D’un autre côté, l’innovation en matière de produits consiste principalement à améliorer la qualité, la variété et l’esthétique. Les entreprises ont également montré une tendance à adapter des produits d’autres segments et à les introduire dans de nouveaux segments. En termes d’innovation de processus, les entreprises semblent se concentrer davantage sur l’absorption de la technologie. Les entreprises qui ont introduit de nouvelles machines ont généralement acheté ces dernières au lieu de les développer en interne. Les grandes entreprises ont une plus grande propension à apporter des innovations en termes de produits et de processus et dépensent beaucoup plus en R&D.

Les secteurs Tic et des services sont plus enclins à introduire des innovations de produits. Les entreprises manufacturières sont, elles, plus susceptibles d’innover au niveau des produits et des procédés «nouveaux pour le marché». Les entreprises manufacturières ont une plus forte propension à investir dans la R&D. Les entreprises de l’industrie alimentaire, en particulier, investissent beaucoup dans la R&D, ce qui peut expliquer pourquoi leur productivité est plus élevée. Les secteurs des services, notamment le commerce de détail et les transports, sont moins enclins à investir dans la R&D. Une analyse plus poussée en fonction des caractéristiques des entreprises a montré que les entreprises exportatrices, celles appartenant à un conglomérat et celles qui réalisent des investissements directs à l’étranger sont plus susceptibles d’introduire de nouveaux produits ou services, d’innover en matière de processus ou de dépenser dans la R&D.
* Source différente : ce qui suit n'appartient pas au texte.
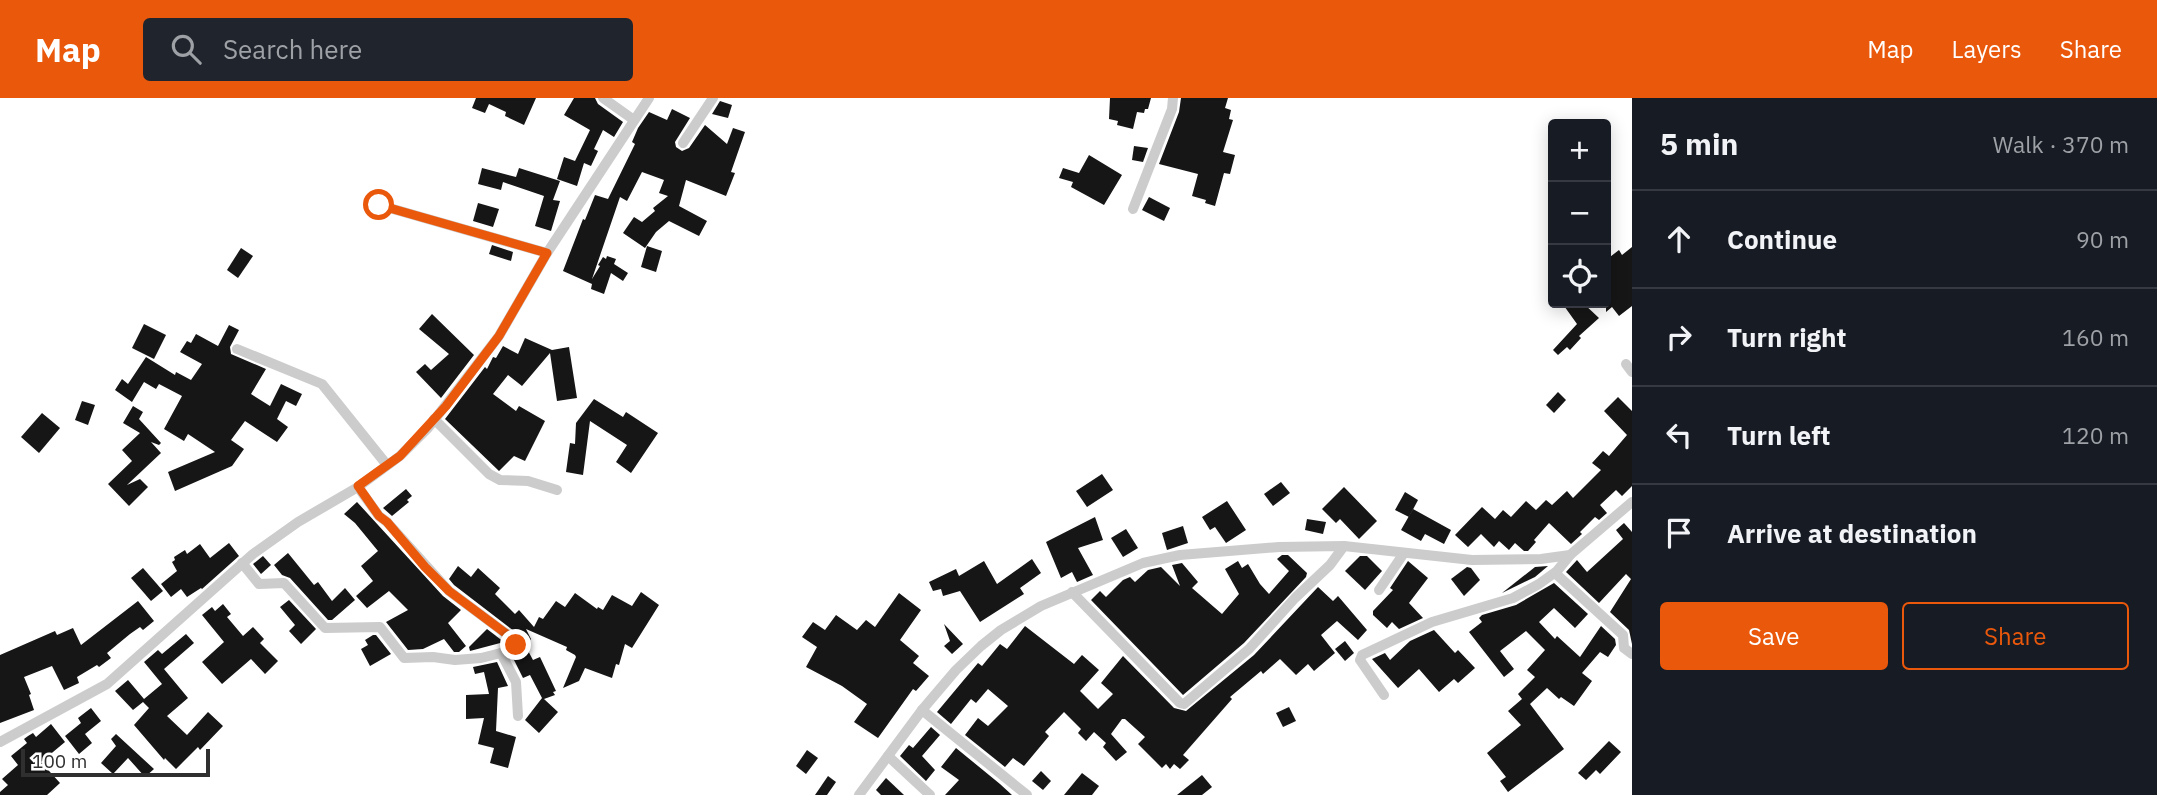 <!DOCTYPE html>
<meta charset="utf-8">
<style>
:root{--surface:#171b24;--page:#20242c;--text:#f1f3f6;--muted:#9ea1a6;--line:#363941;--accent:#ea580c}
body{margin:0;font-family:"IBM Plex Sans",sans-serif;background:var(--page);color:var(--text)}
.controls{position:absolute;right:21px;top:21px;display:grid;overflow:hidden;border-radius:7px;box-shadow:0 4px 18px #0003}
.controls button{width:63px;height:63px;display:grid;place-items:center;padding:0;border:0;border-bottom:2px solid var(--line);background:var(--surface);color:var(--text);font:35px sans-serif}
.scale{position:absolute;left:21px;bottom:18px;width:189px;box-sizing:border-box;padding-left:7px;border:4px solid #2f2f2f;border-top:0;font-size:19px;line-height:24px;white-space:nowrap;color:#2f2f2f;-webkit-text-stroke:5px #fff;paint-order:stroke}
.stop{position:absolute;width:21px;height:21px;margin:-16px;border:5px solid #ea580c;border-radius:50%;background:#fff}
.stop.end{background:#ea580c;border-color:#fff;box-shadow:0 2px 7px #0008}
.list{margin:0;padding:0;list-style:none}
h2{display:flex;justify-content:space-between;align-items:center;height:91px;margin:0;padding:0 28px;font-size:30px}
h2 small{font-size:23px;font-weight:400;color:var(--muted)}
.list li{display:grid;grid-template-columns:46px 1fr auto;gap:21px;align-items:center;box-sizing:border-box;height:98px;padding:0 28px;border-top:2px solid var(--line)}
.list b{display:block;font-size:26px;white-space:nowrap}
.list em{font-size:23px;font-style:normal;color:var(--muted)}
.actions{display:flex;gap:14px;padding:21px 28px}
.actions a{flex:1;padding:16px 0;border:2px solid var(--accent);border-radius:7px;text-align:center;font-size:24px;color:var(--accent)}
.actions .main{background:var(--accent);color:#fff}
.icon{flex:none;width:38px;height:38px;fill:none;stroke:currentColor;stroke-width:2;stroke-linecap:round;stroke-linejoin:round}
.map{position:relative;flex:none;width:1632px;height:697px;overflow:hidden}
header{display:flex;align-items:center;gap:42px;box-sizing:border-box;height:98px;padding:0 35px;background:var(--accent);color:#fff}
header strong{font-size:33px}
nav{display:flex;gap:38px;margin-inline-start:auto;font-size:24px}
.search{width:490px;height:63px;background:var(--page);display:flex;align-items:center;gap:18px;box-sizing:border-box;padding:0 24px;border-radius:7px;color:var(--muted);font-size:26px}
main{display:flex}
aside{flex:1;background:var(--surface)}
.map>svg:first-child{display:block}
.building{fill:#161616}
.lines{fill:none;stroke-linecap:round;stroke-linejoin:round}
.minor{stroke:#ccc;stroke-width:10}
.route{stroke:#ea580c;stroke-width:9}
</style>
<header>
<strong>Map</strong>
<div class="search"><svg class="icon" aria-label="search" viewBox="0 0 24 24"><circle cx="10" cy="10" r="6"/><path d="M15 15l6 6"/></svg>Search here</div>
<nav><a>Map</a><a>Layers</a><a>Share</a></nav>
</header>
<main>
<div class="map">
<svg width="1632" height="697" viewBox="0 0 1632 697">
<rect width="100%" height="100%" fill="#fff"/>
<!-- building -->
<g class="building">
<path d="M 476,0 L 536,0 L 524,27 L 505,18 L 506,14 L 489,6 L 485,15 L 472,10 Z"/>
<path d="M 574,0 L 595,0 L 598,6 L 623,24 L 614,39 L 603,32 L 594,51 L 598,53 L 591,68 L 584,65 L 577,88 L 557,81 L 564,59 L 575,63 L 590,32 L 564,17 Z"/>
<path d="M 1110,0 L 1151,0 L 1148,11 L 1145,11 L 1144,15 L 1137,14 L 1133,31 L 1117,27 L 1118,23 L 1109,21 Z"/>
<path d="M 1181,0 L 1228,0 L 1225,10 L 1231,12 L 1229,21 L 1233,22 L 1223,54 L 1235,57 L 1230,76 L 1224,75 L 1215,108 L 1205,105 L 1206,102 L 1192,98 L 1198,76 L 1159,66 L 1179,14 Z"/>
<path d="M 720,3 L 732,7 L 728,20 L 712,16 Z"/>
<path d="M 672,11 L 690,20 L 675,44 L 676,49 L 682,53 L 689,50 L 705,27 L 727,46 L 733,30 L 745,34 L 731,74 L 735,75 L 726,98 L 686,82 L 679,108 L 707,123 L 699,138 L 669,123 L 656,134 L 645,150 L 623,135 L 634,119 L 642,124 L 655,113 L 653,110 L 668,98 L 659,95 L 664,82 L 642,74 L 627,103 L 620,99 L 592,181 L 600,168 L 598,167 L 603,159 L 606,161 L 607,158 L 616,161 L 614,166 L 628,175 L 623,183 L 611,175 L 604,196 L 591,191 L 592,186 L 563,173 L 583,121 L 585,122 L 595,97 L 608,101 L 635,46 L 632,44 L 638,30 L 649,14 L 667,22 Z"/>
<path d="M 1134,48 L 1148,50 L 1143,64 L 1132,62 Z"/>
<path d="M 1089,57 L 1122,77 L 1104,107 L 1071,89 L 1073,84 L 1059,80 L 1063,70 L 1079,75 Z"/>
<path d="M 482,70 L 516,79 L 519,70 L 560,83 L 553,102 L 560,103 L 551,133 L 535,128 L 544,98 L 503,84 L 501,92 L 478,86 Z"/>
<path d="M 1149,99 L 1170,110 L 1164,123 L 1142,112 Z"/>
<path d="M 478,105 L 499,111 L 493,129 L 473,123 Z"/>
<path d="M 492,147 L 513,154 L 511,163 L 489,156 Z"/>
<path d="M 647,148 L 662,153 L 656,174 L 641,169 Z"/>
<path d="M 1632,149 L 1632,208 L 1619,218 L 1612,209 L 1606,214 L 1606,162 L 1619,152 L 1622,157 Z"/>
<path d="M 241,150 L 253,158 L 238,180 L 227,172 Z"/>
<path d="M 1562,205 L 1583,205 L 1599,220 L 1579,238 L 1581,240 L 1570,252 L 1567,249 L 1558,257 L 1553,252 L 1577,226 Z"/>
<path d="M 432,216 L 474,257 L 441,300 L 416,274 L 425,266 L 431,272 L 449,256 L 419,231 Z"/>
<path d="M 144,226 L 166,237 L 154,261 L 132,250 Z"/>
<path d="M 229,227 L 239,232 L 230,249 L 231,256 L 266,271 L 251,296 L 270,308 L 281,286 L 302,296 L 296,308 L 286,303 L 277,321 L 288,329 L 277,344 L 245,323 L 231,342 L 244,351 L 232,368 L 175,393 L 168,374 L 215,354 L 188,336 L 184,343 L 164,331 L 182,298 L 159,286 L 156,291 L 144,284 L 132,304 L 115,292 L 122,281 L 128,286 L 146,259 L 175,277 L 176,274 L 191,282 L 202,266 L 180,254 L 187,243 L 191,245 L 196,236 L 218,248 Z"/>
<path d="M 525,240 L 552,252 L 569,249 L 577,300 L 557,303 L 550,255 L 522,288 L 508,277 L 493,296 L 516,313 L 519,308 L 545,323 L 525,363 L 514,358 L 499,373 L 445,321 L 485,269 L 487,271 L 493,259 L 496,260 L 503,248 L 518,256 Z"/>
<path d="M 1558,294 L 1566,302 L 1554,315 L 1546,307 Z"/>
<path d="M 1618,299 L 1632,313 L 1632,388 L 1622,398 L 1616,392 L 1600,407 L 1607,415 L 1599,422 L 1595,419 L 1580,434 L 1582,436 L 1571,446 L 1549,425 L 1534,442 L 1536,444 L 1528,453 L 1524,453 L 1515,445 L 1509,452 L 1499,443 L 1494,449 L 1481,436 L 1468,449 L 1455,437 L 1482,409 L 1495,421 L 1503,412 L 1511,419 L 1526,403 L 1536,412 L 1546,402 L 1552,407 L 1567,393 L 1573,400 L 1601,372 L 1592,365 L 1603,353 L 1609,358 L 1627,337 L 1604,313 Z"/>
<path d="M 594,301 L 623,319 L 626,314 L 658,335 L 631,375 L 616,364 L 627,347 L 590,323 L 583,377 L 566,374 L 570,345 L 575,346 L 576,325 Z"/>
<path d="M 82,303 L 95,307 L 88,327 L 75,322 Z"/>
<path d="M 133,308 L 143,314 L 139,321 L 161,345 L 159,347 L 151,344 L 161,355 L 127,387 L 140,381 L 148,389 L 129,408 L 108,386 L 132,363 L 122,352 L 140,335 L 123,325 Z"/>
<path d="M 42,315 L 60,330 L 39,355 L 21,339 Z"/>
<path d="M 1102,376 L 1113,392 L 1087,409 L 1076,393 Z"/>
<path d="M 1281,384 L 1290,395 L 1273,408 L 1264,396 Z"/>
<path d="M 1344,389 L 1377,423 L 1359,441 L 1340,421 L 1336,425 L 1322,411 Z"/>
<path d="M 406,391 L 412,398 L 407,402 L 409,404 L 392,418 L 383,410 Z"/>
<path d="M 1405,394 L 1418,402 L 1409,419 L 1395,412 Z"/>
<path d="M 1227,403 L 1246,432 L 1226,445 L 1215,429 L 1210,432 L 1202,419 Z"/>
<path d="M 357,404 L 443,498 L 461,512 L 448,525 L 466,548 L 459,554 L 454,554 L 444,541 L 423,551 L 408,552 L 386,524 L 408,512 L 389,493 L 367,510 L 356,498 L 373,483 L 361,468 L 378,453 L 355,425 L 344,416 Z"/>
<path d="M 1413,411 L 1451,432 L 1444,446 L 1425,436 L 1421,443 L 1401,432 Z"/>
<path d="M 1095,419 L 1103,442 L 1078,450 L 1093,477 L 1077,484 L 1072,474 L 1061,480 L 1046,444 Z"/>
<path d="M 1307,421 L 1326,424 L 1323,436 L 1305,432 Z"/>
<path d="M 1624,425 L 1632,434 L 1632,546 L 1629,532 L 1610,514 L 1631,481 L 1626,476 L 1599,505 L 1566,474 L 1577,462 L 1587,474 L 1623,441 L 1616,432 Z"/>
<path d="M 1183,428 L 1188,445 L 1167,452 L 1162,435 Z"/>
<path d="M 1126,431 L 1138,450 L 1123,459 L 1111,440 Z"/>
<path d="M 229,445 L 239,458 L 202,491 L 201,490 L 187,499 L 181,491 L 171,499 L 161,486 L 177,473 L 172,464 L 175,462 L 174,459 L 185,452 L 187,456 L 200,446 L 210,460 Z"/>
<path d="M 288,455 L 314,487 L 318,484 L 332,503 L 345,490 L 355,502 L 332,522 L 328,522 L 290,480 L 282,477 L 274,467 Z"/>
<path d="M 1282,457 L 1288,457 L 1307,475 L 1306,479 L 1244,545 L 1183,597 L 1091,502 L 1100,493 L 1106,499 L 1123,482 L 1130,479 L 1135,484 L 1148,472 L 1161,469 L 1180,488 L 1172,467 L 1182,465 L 1198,484 L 1192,490 L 1222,516 L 1239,496 L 1225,471 L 1238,463 L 1242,470 L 1248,466 L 1260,486 L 1269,496 L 1289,473 L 1277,461 Z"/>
<path d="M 263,458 L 271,467 L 261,476 L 253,466 Z"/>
<path d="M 1360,458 L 1367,458 L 1382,473 L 1365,492 L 1345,473 Z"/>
<path d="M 1032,461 L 1041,475 L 1020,490 L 1024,496 L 980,524 L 960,493 L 943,498 L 941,491 L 933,493 L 929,484 L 956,471 L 959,478 L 984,463 L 997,486 Z"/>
<path d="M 1408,463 L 1428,480 L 1409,505 L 1423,520 L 1399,531 L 1392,524 L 1387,530 L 1373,517 L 1373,513 L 1393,492 L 1390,490 Z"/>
<path d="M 458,468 L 471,479 L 478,470 L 500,490 L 495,496 L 515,516 L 519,512 L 534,529 L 539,519 L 543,521 L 556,503 L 565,509 L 575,495 L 597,511 L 598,509 L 603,512 L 612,497 L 632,508 L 641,494 L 659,507 L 632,550 L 625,546 L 619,567 L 616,566 L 612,580 L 585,570 L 579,583 L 563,590 L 576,559 L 575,557 L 566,552 L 567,549 L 526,531 L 531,541 L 526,549 L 533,562 L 540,559 L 556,593 L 553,594 L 555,597 L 544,601 L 558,614 L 539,635 L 525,622 L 542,600 L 530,577 L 523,580 L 512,558 L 522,552 L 523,540 L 454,487 L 449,481 Z"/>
<path d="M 1548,468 L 1535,479 L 1502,495 L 1535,469 Z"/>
<path d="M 1467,469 L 1471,470 L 1480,482 L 1464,498 L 1451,481 Z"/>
<path d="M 143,470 L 163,493 L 151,503 L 131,480 Z"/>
<path d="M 1554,485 L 1588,516 L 1575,530 L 1554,510 L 1539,524 L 1555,541 L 1557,538 L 1580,559 L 1601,528 L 1615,541 L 1616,547 L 1608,559 L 1600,554 L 1582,575 L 1592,583 L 1574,608 L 1561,599 L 1559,601 L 1547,590 L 1530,606 L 1564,651 L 1508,694 L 1500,683 L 1506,679 L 1487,655 L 1521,627 L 1508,613 L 1522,601 L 1518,596 L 1535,579 L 1527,572 L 1545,552 L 1526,533 L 1500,553 L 1514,571 L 1504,579 L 1469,534 L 1482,524 L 1479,520 L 1482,517 L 1516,507 Z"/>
<path d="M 1318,489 L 1333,503 L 1338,498 L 1367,532 L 1358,542 L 1337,523 L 1321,537 L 1335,555 L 1314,573 L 1308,566 L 1296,577 L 1280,561 L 1263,576 L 1261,573 L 1230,599 L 1232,601 L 1183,657 L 1189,662 L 1180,671 L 1174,666 L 1170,671 L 1166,666 L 1162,670 L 1138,646 L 1145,639 L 1125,621 L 1122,621 L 1111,636 L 1127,654 L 1116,663 L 1103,649 L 1106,645 L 1094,634 L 1086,643 L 1078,635 L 1081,631 L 1064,614 L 1045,634 L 1049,638 L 1024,668 L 1013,660 L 1005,669 L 965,637 L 978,620 L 988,628 L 1008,608 L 988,591 L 976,605 L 971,601 L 951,626 L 937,614 L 978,565 L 982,568 L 1000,546 L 1007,551 L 1025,528 L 1074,566 L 1082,557 L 1099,572 L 1080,593 L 1098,611 L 1113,596 L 1101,585 L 1123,558 L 1174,610 L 1186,613 L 1254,557 Z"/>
<path d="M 899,495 L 921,512 L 900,542 L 919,558 L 913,565 L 929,578 L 916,593 L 913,591 L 878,640 L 854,624 L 867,606 L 842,588 L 806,569 L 817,549 L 802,539 L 813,524 L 825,532 L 836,517 L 857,532 L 866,522 L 875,529 Z"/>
<path d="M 289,502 L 316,531 L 301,546 L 289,533 L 295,527 L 280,509 Z"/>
<path d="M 138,503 L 154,523 L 143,532 L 140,529 L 130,536 L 107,555 L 111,560 L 99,569 L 97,567 L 77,579 L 79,585 L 64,592 L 52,568 L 24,579 L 31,596 L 29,597 L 34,612 L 0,625 L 0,557 L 55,533 L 57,537 L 73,530 L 81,547 Z"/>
<path d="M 223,506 L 231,516 L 227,519 L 243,538 L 253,529 L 264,541 L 260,545 L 278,563 L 265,576 L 251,561 L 222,586 L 202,564 L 224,544 L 202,517 L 212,509 L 215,513 Z"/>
<path d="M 944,526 L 963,546 L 952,556 L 944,548 L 950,543 Z"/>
<path d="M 487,531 L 504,544 L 470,553 L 469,549 Z"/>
<path d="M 1434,532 L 1455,555 L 1458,552 L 1475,570 L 1458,585 L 1454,581 L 1439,594 L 1419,571 L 1398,590 L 1372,561 L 1385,555 L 1390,562 L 1410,543 Z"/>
<path d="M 186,536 L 194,545 L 164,571 L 188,600 L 167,618 L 187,637 L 208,614 L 223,628 L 200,652 L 198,649 L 176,671 L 165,660 L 164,662 L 134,627 L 149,610 L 143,604 L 133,612 L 115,593 L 128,582 L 144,601 L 162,586 L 144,564 L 158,552 L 162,556 Z"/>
<path d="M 373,537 L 376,537 L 391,556 L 370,568 L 361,551 L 368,547 L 365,542 Z"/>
<path d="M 1345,543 L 1354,555 L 1345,563 L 1335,551 Z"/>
<path d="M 497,564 L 508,588 L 498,590 L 496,633 L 516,639 L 508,670 L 490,665 L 494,650 L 478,646 L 484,620 L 466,621 L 466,597 L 489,596 L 484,574 L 475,576 L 473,569 Z"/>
<path d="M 1289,609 L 1296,623 L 1283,629 L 1276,615 Z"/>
<path d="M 91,610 L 101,623 L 85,636 L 92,645 L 79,656 L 65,638 L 81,625 L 78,620 Z"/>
<path d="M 51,626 L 65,644 L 41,664 L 60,685 L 47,697 L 0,697 L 0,694 L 8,687 L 2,681 L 18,667 L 11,658 L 27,645 L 24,641 L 28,638 L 33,635 L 36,639 Z"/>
<path d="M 931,629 L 940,637 L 922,658 L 935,672 L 926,683 L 900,658 L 909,647 L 913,650 Z"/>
<path d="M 116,636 L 154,671 L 145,679 L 128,660 L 113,676 L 101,665 L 116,648 L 111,641 Z"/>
<path d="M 1609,643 L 1621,654 L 1600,676 L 1596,672 L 1586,682 L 1578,675 Z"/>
<path d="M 956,650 L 1000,686 L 1012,697 L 945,697 L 959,682 L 941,669 Z"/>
<path d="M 807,652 L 818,660 L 806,676 L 796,668 Z"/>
<path d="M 1041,673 L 1051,683 L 1043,692 L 1032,683 Z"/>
<path d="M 1082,675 L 1099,688 L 1092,697 L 1064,697 Z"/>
<path d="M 1202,677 L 1212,689 L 1202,697 L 1177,697 Z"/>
<path d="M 828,678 L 836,684 L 827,697 L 815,697 Z"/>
<path d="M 886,680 L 904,697 L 881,697 L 876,692 Z"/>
</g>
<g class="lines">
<!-- minor -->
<g class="minor">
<path d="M 603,0 L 634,22"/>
<path d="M 683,45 L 713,0"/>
<path d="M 379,107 L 547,155"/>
<path d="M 1133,111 L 1172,11 L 1173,0"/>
<path d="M 237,251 L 322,286 L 387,367"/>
<path d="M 1626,266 L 1632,274"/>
<path d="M 434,321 L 489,376 L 500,382 L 528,383 L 557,392"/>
<path d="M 242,465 L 259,486 L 284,485 L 325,530 L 380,529 L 404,560 L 433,559 L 455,562 L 481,560 L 501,555 L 516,547 L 516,543 L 449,493 L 387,424 L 379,418 L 358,389"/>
<path d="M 1555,475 L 1623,537 L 1624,550 L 1632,556"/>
<path d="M 1379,492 L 1404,455"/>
<path d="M 1072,494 L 1180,605 L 1184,606 L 1249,551 L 1295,500 L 1330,467 L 1344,448"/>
<path d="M 501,555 L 516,584 L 518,618"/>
<path d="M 1384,597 L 1360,562 L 1362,557 L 1432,524 L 1513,500 L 1539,486 L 1557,473 L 1570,457 L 1632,404"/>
<path d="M 922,612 L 1027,697"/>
<path d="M 0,644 L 107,586 L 253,456 L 298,424 L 358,389 L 400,358 L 428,330 L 499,238 L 547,155 L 649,0"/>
<path d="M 888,658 L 930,697"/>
<path d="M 859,697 L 922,612 L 956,572 L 981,548 L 1001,532 L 1041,508 L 1143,465 L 1180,457 L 1279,449 L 1344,448 L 1472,462 L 1541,461 L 1570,457"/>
</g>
</g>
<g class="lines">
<!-- route -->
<path class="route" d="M 379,107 L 547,155 L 499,238 L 446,308 L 400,358 L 358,388 L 379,418 L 387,424 L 425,469 L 449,493 L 516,543 L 516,547"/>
</g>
</svg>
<div class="controls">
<button>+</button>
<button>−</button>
<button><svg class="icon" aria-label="locate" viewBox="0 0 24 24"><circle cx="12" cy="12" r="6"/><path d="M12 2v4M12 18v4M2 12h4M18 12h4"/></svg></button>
</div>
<div class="scale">100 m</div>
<div class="stop" style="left:379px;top:107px"></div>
<div class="stop end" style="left:516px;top:547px"></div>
</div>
<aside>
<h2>5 min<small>Walk · 370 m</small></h2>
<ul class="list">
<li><svg class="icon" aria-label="ahead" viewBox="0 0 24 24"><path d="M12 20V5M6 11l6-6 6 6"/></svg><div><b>Continue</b></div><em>90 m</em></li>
<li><svg class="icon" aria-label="right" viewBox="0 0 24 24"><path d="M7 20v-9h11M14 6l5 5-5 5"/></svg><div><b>Turn right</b></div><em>160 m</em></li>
<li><svg class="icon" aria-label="left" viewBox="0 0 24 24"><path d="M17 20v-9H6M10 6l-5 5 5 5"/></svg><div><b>Turn left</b></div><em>120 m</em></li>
<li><svg class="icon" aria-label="arrive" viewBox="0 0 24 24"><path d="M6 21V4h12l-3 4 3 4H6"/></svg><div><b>Arrive at destination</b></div></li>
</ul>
<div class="actions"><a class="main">Save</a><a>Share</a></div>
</aside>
</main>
À ce sujet, le Mauritius Research and Innovation Council (MRIC) propose plusieurs programmes visant à stimuler la créativité, l’innovation et la recherche au sein des entreprises mauriciennes. Des fonds ont d’ailleurs été affectés au financement d’entreprises innovantes et au développement d’idées novatrices.

Ainsi, le renforcement des capacités des acteurs publics et privés chargés de concevoir et de mettre en œuvre des stratégies d’innovation est une condition préalable à une transformation réussie. L’innovation bénéficie de l’interaction d’experts ayant des points de vue ou des antécédents différents. Donc, l’amélioration de la diversité, de l’équité et de l’inclusion dans l’ensemble de la chaîne d’innovation sera fondamentale pour élargir le vivier de talents potentiels, améliorer la capacité des nouvelles solutions à refléter les besoins de la société.